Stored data
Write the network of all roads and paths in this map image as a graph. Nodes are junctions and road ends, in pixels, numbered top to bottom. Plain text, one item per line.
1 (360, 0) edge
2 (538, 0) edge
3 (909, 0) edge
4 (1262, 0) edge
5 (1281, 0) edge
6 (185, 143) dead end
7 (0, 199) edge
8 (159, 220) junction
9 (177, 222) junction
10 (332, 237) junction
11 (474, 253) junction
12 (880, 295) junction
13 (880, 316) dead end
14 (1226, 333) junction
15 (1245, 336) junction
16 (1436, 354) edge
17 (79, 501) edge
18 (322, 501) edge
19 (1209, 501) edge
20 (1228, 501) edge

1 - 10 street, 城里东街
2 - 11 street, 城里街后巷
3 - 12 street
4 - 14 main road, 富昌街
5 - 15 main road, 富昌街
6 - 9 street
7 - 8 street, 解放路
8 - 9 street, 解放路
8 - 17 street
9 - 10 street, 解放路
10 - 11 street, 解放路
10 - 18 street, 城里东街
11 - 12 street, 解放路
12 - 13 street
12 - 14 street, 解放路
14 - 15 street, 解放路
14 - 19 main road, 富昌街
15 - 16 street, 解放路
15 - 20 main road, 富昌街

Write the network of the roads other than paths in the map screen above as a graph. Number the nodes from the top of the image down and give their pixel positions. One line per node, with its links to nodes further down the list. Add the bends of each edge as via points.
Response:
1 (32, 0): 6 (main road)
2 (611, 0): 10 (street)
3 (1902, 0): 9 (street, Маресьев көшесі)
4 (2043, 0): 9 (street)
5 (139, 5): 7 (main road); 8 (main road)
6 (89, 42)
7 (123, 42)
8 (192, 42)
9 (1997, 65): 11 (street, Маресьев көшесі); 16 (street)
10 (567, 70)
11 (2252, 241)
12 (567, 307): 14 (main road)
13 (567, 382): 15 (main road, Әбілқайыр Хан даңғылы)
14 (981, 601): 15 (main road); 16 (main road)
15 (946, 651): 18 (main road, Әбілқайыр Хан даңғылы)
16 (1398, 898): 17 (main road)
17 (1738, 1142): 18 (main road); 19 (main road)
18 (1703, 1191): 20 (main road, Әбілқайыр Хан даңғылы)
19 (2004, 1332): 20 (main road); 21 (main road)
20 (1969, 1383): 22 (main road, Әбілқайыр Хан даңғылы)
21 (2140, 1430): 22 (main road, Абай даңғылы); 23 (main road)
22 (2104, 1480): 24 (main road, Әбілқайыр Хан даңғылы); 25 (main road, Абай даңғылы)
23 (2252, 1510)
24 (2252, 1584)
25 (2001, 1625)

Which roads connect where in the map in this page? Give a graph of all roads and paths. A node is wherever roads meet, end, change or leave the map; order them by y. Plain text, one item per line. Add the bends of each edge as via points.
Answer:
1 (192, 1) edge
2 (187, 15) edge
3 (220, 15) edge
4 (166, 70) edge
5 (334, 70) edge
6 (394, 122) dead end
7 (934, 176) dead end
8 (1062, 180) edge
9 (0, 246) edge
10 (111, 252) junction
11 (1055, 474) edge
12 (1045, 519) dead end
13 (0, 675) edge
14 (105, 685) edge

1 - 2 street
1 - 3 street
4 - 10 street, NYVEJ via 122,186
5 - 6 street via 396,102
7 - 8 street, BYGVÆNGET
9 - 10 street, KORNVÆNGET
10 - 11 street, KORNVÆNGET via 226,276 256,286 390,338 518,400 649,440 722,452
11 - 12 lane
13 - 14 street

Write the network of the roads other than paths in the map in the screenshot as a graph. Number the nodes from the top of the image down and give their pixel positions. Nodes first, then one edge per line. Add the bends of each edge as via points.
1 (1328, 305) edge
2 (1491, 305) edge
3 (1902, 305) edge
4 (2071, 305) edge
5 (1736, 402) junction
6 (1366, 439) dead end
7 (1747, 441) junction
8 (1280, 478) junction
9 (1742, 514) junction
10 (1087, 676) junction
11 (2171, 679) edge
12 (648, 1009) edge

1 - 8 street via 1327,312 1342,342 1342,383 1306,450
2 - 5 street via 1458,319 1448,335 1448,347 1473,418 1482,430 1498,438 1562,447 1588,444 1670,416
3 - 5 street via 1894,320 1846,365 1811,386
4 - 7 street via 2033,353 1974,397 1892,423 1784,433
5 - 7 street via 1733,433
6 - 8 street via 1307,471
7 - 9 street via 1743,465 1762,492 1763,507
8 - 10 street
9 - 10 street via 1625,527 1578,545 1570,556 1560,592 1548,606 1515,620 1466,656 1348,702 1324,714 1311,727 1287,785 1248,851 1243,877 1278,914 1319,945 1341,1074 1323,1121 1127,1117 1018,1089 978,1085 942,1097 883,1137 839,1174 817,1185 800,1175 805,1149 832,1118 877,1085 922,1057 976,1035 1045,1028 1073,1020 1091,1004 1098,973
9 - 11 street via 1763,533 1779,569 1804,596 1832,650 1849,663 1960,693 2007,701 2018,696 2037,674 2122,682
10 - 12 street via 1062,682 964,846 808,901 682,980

• WORK TASK: Copy the data above. Keep each line exact.

• SOLUTION FOR THIS TASK:
Write the network of all roads and paths in this map image as a graph. Nodes are junctions and road ends, in pixels, numbered top to bottom. Plain text, one item per line.
1 (360, 0) edge
2 (538, 0) edge
3 (909, 0) edge
4 (1262, 0) edge
5 (1281, 0) edge
6 (185, 143) dead end
7 (0, 199) edge
8 (159, 220) junction
9 (177, 222) junction
10 (332, 237) junction
11 (474, 253) junction
12 (880, 295) junction
13 (880, 316) dead end
14 (1226, 333) junction
15 (1245, 336) junction
16 (1436, 354) edge
17 (79, 501) edge
18 (322, 501) edge
19 (1209, 501) edge
20 (1228, 501) edge

1 - 10 street, 城里东街
2 - 11 street, 城里街后巷
3 - 12 street
4 - 14 main road, 富昌街
5 - 15 main road, 富昌街
6 - 9 street
7 - 8 street, 解放路
8 - 9 street, 解放路
8 - 17 street
9 - 10 street, 解放路
10 - 11 street, 解放路
10 - 18 street, 城里东街
11 - 12 street, 解放路
12 - 13 street
12 - 14 street, 解放路
14 - 15 street, 解放路
14 - 19 main road, 富昌街
15 - 16 street, 解放路
15 - 20 main road, 富昌街

Write the network of the roads other than paths in the map screen above as a graph. Number the nodes from the top of the image down and give their pixel positions. One line per node, with its links to nodes further down the list. Add the bends of each edge as via points.
Response:
1 (32, 0): 6 (main road)
2 (611, 0): 10 (street)
3 (1902, 0): 9 (street, Маресьев көшесі)
4 (2043, 0): 9 (street)
5 (139, 5): 7 (main road); 8 (main road)
6 (89, 42)
7 (123, 42)
8 (192, 42)
9 (1997, 65): 11 (street, Маресьев көшесі); 16 (street)
10 (567, 70)
11 (2252, 241)
12 (567, 307): 14 (main road)
13 (567, 382): 15 (main road, Әбілқайыр Хан даңғылы)
14 (981, 601): 15 (main road); 16 (main road)
15 (946, 651): 18 (main road, Әбілқайыр Хан даңғылы)
16 (1398, 898): 17 (main road)
17 (1738, 1142): 18 (main road); 19 (main road)
18 (1703, 1191): 20 (main road, Әбілқайыр Хан даңғылы)
19 (2004, 1332): 20 (main road); 21 (main road)
20 (1969, 1383): 22 (main road, Әбілқайыр Хан даңғылы)
21 (2140, 1430): 22 (main road, Абай даңғылы); 23 (main road)
22 (2104, 1480): 24 (main road, Әбілқайыр Хан даңғылы); 25 (main road, Абай даңғылы)
23 (2252, 1510)
24 (2252, 1584)
25 (2001, 1625)

Which roads connect where in the map in this page? Give a graph of all roads and paths. A node is wherever roads meet, end, change or leave the map; order them by y. Plain text, one item per line. Add the bends of each edge as via points.
Answer:
1 (192, 1) edge
2 (187, 15) edge
3 (220, 15) edge
4 (166, 70) edge
5 (334, 70) edge
6 (394, 122) dead end
7 (934, 176) dead end
8 (1062, 180) edge
9 (0, 246) edge
10 (111, 252) junction
11 (1055, 474) edge
12 (1045, 519) dead end
13 (0, 675) edge
14 (105, 685) edge

1 - 2 street
1 - 3 street
4 - 10 street, NYVEJ via 122,186
5 - 6 street via 396,102
7 - 8 street, BYGVÆNGET
9 - 10 street, KORNVÆNGET
10 - 11 street, KORNVÆNGET via 226,276 256,286 390,338 518,400 649,440 722,452
11 - 12 lane
13 - 14 street

Write the network of the roads other than paths in the map in the screenshot as a graph. Number the nodes from the top of the image down and give their pixel positions. Nodes first, then one edge per line. Add the bends of each edge as via points.
1 (1328, 305) edge
2 (1491, 305) edge
3 (1902, 305) edge
4 (2071, 305) edge
5 (1736, 402) junction
6 (1366, 439) dead end
7 (1747, 441) junction
8 (1280, 478) junction
9 (1742, 514) junction
10 (1087, 676) junction
11 (2171, 679) edge
12 (648, 1009) edge

1 - 8 street via 1327,312 1342,342 1342,383 1306,450
2 - 5 street via 1458,319 1448,335 1448,347 1473,418 1482,430 1498,438 1562,447 1588,444 1670,416
3 - 5 street via 1894,320 1846,365 1811,386
4 - 7 street via 2033,353 1974,397 1892,423 1784,433
5 - 7 street via 1733,433
6 - 8 street via 1307,471
7 - 9 street via 1743,465 1762,492 1763,507
8 - 10 street
9 - 10 street via 1625,527 1578,545 1570,556 1560,592 1548,606 1515,620 1466,656 1348,702 1324,714 1311,727 1287,785 1248,851 1243,877 1278,914 1319,945 1341,1074 1323,1121 1127,1117 1018,1089 978,1085 942,1097 883,1137 839,1174 817,1185 800,1175 805,1149 832,1118 877,1085 922,1057 976,1035 1045,1028 1073,1020 1091,1004 1098,973
9 - 11 street via 1763,533 1779,569 1804,596 1832,650 1849,663 1960,693 2007,701 2018,696 2037,674 2122,682
10 - 12 street via 1062,682 964,846 808,901 682,980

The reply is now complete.